The platform supports differentiated fuel assumptions for SECA and non-SECA segments, canal expenses, port-related costs and EU ETS-related cost modeling. This allows users to evaluate voyage economics under realistic regulatory and operational assumptions.
CII, CO₂ and Emissions-Aware Optimization
Environmental performance is integrated into the same decision framework as commercial performance. Marine Solver calculates voyage or voyage-chain emissions and supports optimization under emissions-related objectives.
The platform can also calculate IMO CII (AER), compare performance against the Required CII baseline, and use environmental targets as constraints when evaluating feasible scenarios.
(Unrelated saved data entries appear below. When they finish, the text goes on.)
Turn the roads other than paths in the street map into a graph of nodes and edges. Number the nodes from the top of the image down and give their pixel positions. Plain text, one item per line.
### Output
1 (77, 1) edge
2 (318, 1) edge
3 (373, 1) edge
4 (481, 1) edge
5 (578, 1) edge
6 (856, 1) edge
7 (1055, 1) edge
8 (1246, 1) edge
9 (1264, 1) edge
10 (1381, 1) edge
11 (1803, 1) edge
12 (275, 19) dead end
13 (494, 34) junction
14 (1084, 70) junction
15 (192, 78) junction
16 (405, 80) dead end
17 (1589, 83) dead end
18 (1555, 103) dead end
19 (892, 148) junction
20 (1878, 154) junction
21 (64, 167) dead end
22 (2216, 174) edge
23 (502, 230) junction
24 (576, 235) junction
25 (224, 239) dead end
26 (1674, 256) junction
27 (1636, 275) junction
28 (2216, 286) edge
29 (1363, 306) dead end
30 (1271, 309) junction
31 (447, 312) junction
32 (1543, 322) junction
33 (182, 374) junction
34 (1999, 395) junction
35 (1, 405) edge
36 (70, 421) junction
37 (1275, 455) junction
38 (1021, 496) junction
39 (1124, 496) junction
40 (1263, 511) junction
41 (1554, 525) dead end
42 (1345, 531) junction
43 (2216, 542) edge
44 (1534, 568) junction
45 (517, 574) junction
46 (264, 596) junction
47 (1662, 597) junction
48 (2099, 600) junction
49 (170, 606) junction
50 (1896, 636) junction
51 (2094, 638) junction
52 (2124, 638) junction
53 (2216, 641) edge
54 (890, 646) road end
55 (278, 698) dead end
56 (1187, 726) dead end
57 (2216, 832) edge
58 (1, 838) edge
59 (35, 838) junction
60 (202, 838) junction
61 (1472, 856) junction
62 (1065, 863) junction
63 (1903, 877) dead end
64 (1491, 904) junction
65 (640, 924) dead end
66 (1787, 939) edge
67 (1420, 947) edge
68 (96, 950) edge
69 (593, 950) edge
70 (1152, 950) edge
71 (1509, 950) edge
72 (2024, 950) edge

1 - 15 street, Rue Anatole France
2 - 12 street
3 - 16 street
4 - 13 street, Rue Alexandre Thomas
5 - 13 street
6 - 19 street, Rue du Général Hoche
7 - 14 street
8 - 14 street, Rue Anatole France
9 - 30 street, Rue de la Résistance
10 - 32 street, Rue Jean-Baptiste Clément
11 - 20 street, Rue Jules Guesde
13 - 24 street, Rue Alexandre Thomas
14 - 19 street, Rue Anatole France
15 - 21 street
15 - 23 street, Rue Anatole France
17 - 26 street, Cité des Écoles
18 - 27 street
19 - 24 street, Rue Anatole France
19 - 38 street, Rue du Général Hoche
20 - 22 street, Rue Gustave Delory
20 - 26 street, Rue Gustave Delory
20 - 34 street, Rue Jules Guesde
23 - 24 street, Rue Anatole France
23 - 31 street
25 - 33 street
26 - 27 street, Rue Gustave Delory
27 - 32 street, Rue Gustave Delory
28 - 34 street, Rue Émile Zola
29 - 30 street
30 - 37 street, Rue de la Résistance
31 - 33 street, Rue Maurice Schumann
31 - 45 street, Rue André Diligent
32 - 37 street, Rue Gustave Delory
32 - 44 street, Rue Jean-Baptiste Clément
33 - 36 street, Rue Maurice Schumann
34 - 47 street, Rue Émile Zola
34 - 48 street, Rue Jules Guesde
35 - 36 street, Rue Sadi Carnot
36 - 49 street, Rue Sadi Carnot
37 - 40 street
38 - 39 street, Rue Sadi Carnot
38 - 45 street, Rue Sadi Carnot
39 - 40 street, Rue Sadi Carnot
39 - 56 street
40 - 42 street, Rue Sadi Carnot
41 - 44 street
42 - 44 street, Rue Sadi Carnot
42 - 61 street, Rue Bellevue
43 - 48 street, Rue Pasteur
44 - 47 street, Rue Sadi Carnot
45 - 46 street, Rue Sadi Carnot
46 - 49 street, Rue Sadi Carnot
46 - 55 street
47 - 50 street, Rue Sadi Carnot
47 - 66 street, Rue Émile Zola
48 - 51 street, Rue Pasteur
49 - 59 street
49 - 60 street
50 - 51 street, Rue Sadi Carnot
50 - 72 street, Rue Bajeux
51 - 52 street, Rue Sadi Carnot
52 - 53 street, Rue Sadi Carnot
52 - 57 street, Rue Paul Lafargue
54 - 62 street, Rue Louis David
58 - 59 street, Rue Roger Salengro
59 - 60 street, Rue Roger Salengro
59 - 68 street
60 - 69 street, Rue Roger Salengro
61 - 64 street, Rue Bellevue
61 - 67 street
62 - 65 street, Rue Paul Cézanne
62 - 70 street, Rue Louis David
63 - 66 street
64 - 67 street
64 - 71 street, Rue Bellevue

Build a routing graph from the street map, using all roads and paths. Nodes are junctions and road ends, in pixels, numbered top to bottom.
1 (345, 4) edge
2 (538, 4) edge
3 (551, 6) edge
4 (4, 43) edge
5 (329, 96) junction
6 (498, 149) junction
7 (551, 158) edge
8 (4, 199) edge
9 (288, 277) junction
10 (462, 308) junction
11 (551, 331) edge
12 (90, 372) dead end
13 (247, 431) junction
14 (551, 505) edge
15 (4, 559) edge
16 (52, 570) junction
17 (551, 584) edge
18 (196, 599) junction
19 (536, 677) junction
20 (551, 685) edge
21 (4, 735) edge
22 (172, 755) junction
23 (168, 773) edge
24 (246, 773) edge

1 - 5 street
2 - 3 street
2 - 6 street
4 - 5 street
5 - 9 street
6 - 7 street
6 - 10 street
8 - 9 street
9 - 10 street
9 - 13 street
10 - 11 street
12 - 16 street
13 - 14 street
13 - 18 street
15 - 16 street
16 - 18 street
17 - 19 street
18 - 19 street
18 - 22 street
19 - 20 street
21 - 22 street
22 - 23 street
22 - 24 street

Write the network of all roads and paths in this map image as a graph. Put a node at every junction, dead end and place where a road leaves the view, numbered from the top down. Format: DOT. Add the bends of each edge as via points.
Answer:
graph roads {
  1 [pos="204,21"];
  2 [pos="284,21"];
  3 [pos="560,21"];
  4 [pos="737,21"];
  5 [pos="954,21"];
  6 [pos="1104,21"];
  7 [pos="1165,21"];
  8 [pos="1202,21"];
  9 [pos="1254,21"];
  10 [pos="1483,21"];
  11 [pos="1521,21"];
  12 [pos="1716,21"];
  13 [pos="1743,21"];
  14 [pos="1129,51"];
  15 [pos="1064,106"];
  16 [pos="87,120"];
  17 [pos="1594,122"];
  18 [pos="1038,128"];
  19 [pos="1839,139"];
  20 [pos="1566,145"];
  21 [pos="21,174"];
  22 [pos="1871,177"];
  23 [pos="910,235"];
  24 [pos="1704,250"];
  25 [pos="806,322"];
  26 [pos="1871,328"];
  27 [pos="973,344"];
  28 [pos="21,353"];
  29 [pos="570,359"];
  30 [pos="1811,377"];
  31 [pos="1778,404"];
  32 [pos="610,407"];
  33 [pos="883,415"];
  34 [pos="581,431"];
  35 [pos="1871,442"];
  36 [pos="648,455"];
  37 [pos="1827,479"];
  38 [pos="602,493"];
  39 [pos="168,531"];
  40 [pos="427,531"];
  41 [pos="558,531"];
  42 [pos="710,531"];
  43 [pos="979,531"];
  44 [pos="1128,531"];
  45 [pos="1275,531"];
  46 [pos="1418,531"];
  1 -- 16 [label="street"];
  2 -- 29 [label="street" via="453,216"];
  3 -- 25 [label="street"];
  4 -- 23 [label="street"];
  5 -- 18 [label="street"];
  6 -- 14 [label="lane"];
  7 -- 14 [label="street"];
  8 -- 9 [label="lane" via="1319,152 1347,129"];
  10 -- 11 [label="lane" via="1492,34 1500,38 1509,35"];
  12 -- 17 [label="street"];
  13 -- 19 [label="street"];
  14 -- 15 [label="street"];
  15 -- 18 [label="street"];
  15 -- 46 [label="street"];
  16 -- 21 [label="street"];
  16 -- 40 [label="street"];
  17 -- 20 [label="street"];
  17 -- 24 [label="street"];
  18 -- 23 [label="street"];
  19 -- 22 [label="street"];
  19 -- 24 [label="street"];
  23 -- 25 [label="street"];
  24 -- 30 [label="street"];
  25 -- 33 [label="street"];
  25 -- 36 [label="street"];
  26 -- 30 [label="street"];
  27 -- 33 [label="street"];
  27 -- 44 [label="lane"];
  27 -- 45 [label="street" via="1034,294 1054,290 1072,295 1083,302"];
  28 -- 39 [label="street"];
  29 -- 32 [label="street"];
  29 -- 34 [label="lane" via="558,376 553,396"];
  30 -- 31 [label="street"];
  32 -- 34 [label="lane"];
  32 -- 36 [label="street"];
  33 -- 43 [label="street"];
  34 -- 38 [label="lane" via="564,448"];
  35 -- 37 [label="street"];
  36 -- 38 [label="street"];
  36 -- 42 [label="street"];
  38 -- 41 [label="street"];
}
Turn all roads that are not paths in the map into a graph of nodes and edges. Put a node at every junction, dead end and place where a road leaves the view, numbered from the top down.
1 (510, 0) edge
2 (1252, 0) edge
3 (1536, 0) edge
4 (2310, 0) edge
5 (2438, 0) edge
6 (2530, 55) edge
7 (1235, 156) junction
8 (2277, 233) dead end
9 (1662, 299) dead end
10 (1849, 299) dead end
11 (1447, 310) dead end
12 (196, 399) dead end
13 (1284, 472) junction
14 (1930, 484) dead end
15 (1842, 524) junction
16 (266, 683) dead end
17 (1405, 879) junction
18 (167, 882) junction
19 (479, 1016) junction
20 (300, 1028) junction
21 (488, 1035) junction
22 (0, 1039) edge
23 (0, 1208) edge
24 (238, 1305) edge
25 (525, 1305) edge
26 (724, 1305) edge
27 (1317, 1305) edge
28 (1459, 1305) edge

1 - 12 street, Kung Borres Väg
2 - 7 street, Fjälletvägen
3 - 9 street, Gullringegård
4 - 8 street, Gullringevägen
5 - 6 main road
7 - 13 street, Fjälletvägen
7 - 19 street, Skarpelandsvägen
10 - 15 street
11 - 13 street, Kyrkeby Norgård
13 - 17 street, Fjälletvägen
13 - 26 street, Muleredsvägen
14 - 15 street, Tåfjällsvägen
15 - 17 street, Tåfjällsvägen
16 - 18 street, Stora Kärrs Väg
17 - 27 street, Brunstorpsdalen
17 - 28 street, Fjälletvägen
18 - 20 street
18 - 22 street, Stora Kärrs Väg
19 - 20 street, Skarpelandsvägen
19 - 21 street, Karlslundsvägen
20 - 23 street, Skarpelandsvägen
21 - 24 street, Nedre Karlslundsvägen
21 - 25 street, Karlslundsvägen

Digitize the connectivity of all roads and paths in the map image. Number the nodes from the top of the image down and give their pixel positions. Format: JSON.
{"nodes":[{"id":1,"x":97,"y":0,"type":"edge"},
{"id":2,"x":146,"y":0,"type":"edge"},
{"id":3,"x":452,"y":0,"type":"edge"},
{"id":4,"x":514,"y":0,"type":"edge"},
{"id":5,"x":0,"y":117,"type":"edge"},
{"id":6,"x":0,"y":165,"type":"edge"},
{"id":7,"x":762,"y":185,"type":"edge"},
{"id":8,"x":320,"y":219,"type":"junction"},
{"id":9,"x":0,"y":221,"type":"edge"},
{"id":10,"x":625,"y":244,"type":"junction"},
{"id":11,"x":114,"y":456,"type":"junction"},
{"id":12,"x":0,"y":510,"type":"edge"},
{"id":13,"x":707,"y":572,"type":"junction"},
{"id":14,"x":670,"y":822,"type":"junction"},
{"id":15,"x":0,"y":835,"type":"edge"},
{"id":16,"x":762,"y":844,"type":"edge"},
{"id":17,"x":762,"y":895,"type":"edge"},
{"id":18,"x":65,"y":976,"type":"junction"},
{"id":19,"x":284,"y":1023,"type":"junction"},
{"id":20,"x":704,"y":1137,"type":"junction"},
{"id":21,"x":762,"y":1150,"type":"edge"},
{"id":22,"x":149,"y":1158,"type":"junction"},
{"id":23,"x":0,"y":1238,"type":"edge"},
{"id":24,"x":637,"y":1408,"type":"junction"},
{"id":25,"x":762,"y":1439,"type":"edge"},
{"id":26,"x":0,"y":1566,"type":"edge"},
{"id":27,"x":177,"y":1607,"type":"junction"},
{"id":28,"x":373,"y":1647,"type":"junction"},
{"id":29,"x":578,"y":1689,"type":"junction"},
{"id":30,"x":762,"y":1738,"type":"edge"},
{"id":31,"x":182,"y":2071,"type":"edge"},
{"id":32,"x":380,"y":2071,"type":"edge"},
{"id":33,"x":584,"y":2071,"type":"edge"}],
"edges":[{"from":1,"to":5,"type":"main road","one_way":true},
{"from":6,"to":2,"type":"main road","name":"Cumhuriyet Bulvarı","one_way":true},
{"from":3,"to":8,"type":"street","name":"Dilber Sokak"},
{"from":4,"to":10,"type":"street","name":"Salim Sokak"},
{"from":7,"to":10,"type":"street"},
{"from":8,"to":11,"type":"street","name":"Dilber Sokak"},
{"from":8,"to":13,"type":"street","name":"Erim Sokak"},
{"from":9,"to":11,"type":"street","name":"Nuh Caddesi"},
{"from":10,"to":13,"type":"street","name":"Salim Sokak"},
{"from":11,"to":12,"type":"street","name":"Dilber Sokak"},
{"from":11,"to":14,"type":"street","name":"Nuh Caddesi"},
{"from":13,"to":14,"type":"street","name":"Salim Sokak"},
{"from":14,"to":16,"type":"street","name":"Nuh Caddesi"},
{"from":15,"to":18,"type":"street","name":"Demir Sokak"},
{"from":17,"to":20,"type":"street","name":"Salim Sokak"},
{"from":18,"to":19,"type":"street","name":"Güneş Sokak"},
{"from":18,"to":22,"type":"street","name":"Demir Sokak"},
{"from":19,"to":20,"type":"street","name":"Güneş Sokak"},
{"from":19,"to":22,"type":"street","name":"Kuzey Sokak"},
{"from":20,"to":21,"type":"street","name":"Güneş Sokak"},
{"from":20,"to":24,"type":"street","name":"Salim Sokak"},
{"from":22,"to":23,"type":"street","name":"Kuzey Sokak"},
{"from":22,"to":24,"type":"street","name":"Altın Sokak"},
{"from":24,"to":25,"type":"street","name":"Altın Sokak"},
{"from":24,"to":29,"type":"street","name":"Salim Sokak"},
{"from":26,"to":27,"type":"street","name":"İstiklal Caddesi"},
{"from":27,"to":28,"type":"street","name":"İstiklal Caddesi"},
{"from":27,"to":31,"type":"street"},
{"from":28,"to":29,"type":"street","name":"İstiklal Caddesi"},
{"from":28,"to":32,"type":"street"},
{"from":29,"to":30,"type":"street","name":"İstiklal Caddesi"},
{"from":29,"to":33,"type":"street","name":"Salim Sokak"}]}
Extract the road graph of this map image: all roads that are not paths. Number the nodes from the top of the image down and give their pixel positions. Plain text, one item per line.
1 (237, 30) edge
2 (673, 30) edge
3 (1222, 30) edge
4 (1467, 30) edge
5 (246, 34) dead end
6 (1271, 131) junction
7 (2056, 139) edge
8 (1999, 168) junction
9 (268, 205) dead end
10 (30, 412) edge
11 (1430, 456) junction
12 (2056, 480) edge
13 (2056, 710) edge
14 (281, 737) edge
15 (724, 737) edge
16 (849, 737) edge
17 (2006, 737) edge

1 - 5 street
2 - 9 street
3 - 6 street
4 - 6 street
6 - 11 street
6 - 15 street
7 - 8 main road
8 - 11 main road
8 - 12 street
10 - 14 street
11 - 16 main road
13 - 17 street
This helps users understand the commercial cost of compliance before decisions are fixed.
Multi-Objective Commercial Planning
Different commercial situations require different priorities. Marine Solver supports optimization by several objectives, including minimum cost, maximum profit, minimum non-productive time and minimum emissions.
The same fleet and cargo set may produce different optimal strategies depending on the objective. This allows users to test how decisions change when the priority shifts from pure cost reduction to profitability, time exposure, environmental impact or fleet utilization.
Results, Comparisons and Management Output
Optimization results are presented as structured decision outputs rather than raw calculations. Users can review vessel assignments, cargo allocation, voyage chains, timing, cost components, emissions indicators and scenario comparisons.
Marine Solver is designed to support both analytical review and commercial communication. Results can be used internally for planning discussions, management comparison, client-facing explanations or further operational evaluation.